If the local system can’t deliver that much power, the utility specifies upgrades—new transformers, feeder reinforcements, even substation reconfiguration—and a timeline that can stretch many months or years. This “build to nameplate” approach guarantees reliability, which is paramount: utilities must keep the lights on above all else, even before considerations of cost or efficiency. For the traditional grid—where utilities had no ability to control or communicate with customer loads—this approach made perfect sense and served the system well. It delays projects and overbuilds capacity that may rarely be used, but it ensured that the grid could meet any possible demand scenario.
The State of V2G Interconnection
The regulatory landscape for V2G is evolving rapidly, with several states showing how existing frameworks can accommodate bidirectional charging—and in some cases, establishing new standards entirely.
In July 2025, Maryland became the first state in the country to adopt a comprehensive set of interconnection rules for vehicle-to-everything (V2X). These rules, developed under the state’s DRIVE Act, establish clear interconnection procedures for both DC and AC bidirectional charging systems—giving V2G projects a clear regulatory path to interconnection and the certainty they will be able to operate in Maryland for the first time.

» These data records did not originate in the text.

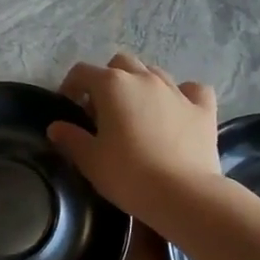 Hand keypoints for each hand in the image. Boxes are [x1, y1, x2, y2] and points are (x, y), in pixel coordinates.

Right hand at [48, 52, 221, 218]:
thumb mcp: (91, 161)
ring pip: (154, 73)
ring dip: (141, 85)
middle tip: (103, 110)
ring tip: (137, 112)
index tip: (69, 107)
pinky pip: (192, 90)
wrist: (183, 195)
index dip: (71, 86)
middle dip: (108, 80)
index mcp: (112, 85)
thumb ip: (71, 139)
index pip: (82, 72)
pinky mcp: (202, 108)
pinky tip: (178, 111)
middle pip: (120, 64)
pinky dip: (183, 95)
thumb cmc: (129, 175)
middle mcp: (144, 78)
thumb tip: (56, 127)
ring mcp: (176, 90) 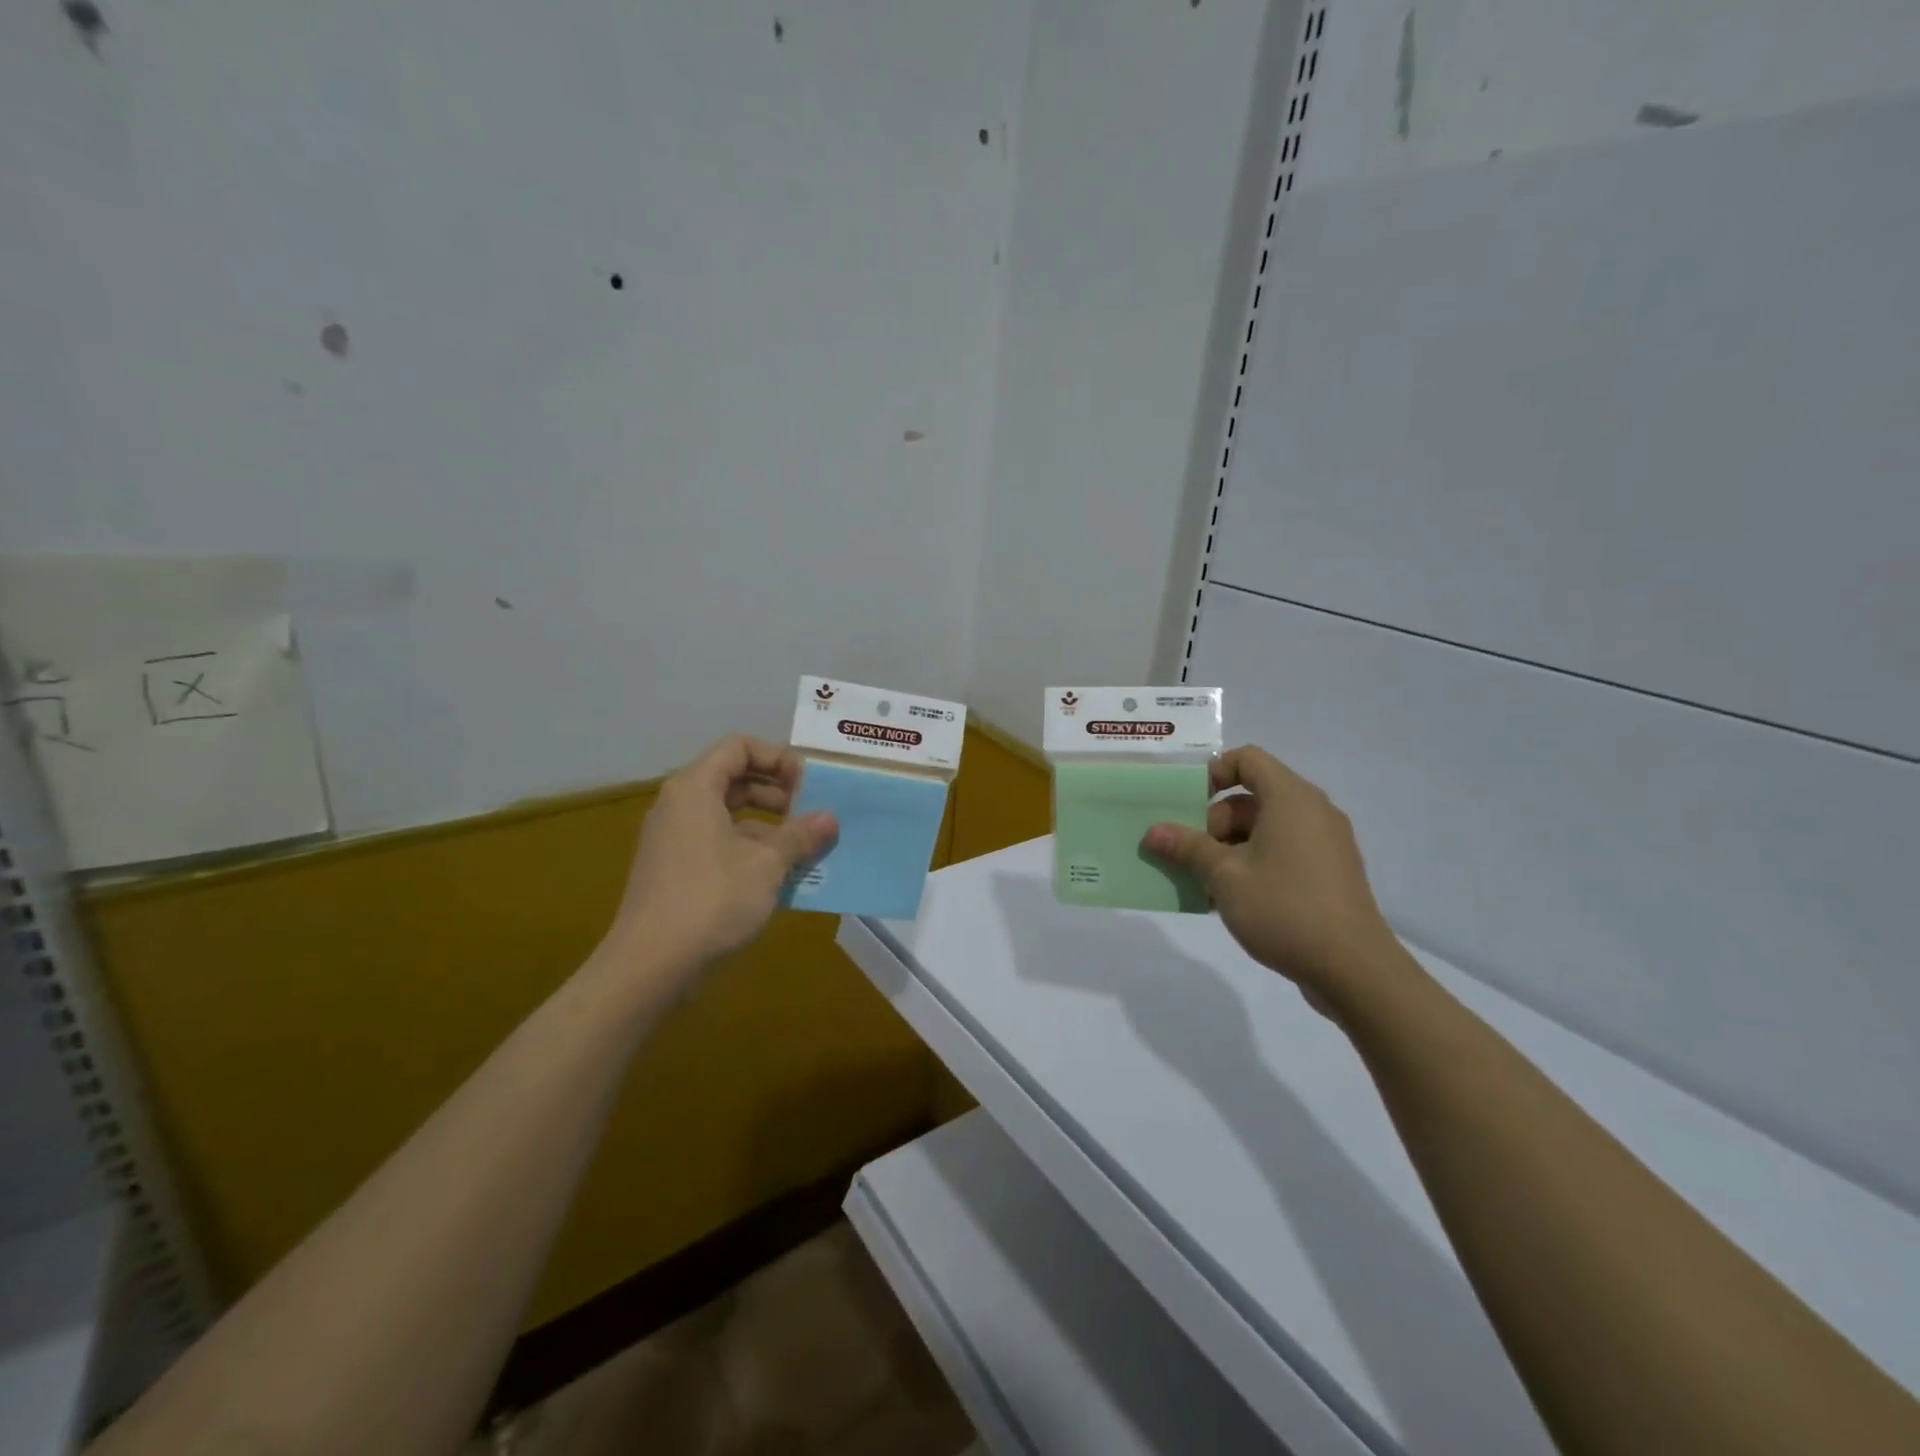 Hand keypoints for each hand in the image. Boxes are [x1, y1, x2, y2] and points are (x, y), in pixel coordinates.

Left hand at [607, 736, 836, 976]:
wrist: (649, 964)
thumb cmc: (711, 900)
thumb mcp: (767, 864)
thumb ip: (800, 835)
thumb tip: (830, 818)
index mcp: (695, 788)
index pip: (739, 747)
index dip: (777, 758)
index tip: (807, 786)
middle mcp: (679, 804)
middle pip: (733, 777)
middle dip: (777, 791)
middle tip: (809, 813)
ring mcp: (673, 838)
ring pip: (727, 813)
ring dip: (767, 824)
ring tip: (801, 848)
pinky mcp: (674, 868)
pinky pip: (717, 841)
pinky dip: (749, 848)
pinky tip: (777, 876)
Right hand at [1142, 746, 1408, 1009]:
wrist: (1354, 969)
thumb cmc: (1285, 908)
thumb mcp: (1225, 876)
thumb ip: (1187, 847)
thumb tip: (1153, 832)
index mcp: (1291, 798)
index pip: (1247, 760)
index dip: (1213, 773)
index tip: (1186, 804)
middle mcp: (1312, 811)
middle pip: (1251, 799)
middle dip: (1212, 823)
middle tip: (1186, 856)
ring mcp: (1324, 843)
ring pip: (1264, 829)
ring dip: (1227, 849)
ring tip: (1201, 883)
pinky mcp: (1328, 873)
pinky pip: (1282, 852)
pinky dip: (1252, 864)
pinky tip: (1229, 899) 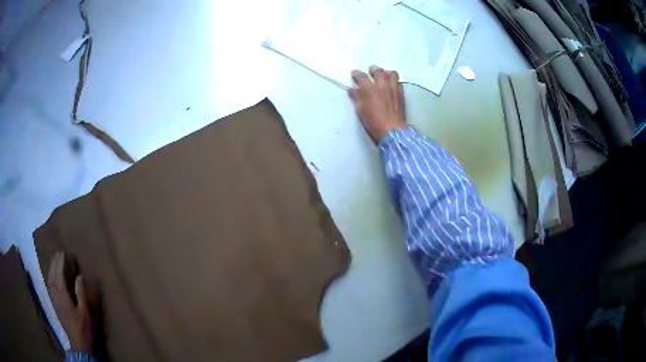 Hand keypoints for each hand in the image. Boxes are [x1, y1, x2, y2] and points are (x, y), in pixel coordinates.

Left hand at [47, 252, 92, 352]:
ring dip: (52, 267)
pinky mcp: (54, 301)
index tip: (66, 253)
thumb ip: (81, 293)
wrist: (78, 343)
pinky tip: (53, 274)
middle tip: (61, 253)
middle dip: (56, 261)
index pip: (59, 272)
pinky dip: (51, 275)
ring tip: (56, 259)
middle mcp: (55, 292)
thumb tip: (79, 276)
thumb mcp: (85, 311)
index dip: (62, 262)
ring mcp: (53, 297)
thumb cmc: (83, 327)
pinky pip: (49, 283)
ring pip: (49, 277)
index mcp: (62, 293)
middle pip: (53, 272)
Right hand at [349, 65, 406, 143]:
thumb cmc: (373, 121)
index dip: (356, 73)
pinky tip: (392, 85)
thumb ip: (356, 97)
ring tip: (384, 75)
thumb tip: (352, 89)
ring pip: (391, 74)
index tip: (354, 73)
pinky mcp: (401, 94)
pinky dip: (394, 81)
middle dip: (373, 69)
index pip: (361, 76)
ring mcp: (393, 88)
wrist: (392, 129)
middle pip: (378, 71)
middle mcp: (382, 84)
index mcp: (369, 88)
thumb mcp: (360, 110)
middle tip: (370, 71)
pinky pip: (399, 82)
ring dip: (386, 73) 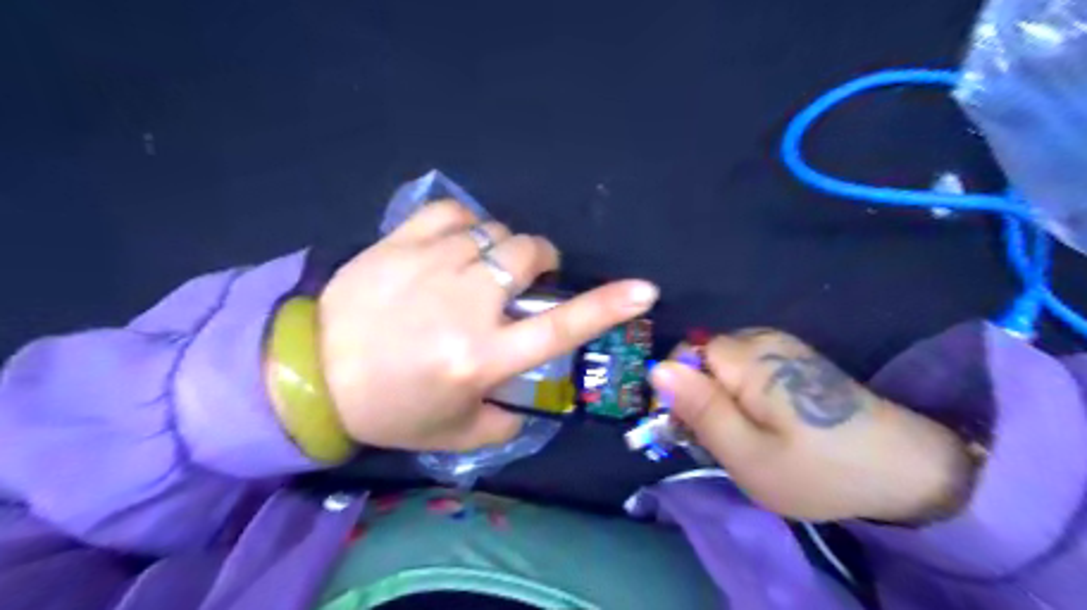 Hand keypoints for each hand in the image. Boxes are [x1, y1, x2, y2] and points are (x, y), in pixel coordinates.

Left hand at [314, 203, 651, 451]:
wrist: (310, 374)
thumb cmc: (388, 409)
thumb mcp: (455, 432)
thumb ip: (505, 420)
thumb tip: (530, 402)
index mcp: (481, 356)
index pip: (560, 327)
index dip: (607, 306)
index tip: (644, 289)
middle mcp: (465, 304)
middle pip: (528, 254)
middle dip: (540, 260)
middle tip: (525, 278)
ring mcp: (431, 265)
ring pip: (494, 232)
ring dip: (502, 248)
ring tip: (483, 266)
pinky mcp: (400, 242)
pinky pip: (452, 212)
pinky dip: (466, 224)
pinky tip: (456, 242)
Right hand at [649, 331, 971, 520]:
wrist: (903, 468)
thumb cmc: (818, 469)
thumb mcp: (747, 454)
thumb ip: (700, 410)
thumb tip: (657, 370)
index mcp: (746, 358)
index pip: (683, 354)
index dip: (679, 391)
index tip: (692, 429)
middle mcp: (761, 339)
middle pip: (702, 358)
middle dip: (700, 395)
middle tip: (722, 439)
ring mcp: (781, 345)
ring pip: (722, 365)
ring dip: (721, 397)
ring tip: (746, 435)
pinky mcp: (794, 357)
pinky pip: (746, 367)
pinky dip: (743, 394)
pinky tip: (767, 422)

- V2G-DC systems (where the charger houses the inverter) are treated like stationary storage, a familiar category for utilities.
- V2G-AC systems (where the vehicle houses the inverter) now have two approved pathways:
- Option 1: A charger certified to UL 1741 SC paired with a vehicle designed to SAE J3072.
- Option 2: A combined charger–vehicle system certified to UL 1741 SB as a composite DER.
Backup-only systems, where bidirectional charging is used strictly in islanded mode to power a home during an outage, are not subject to lengthy interconnection review; instead, customers simply notify the utility, much as they would with a standby generator. Another pathway is to install chargers in load-only mode initially so the devices can be used to charge EVs and then apply for interconnection later when they are ready to activate bidirectional functionality.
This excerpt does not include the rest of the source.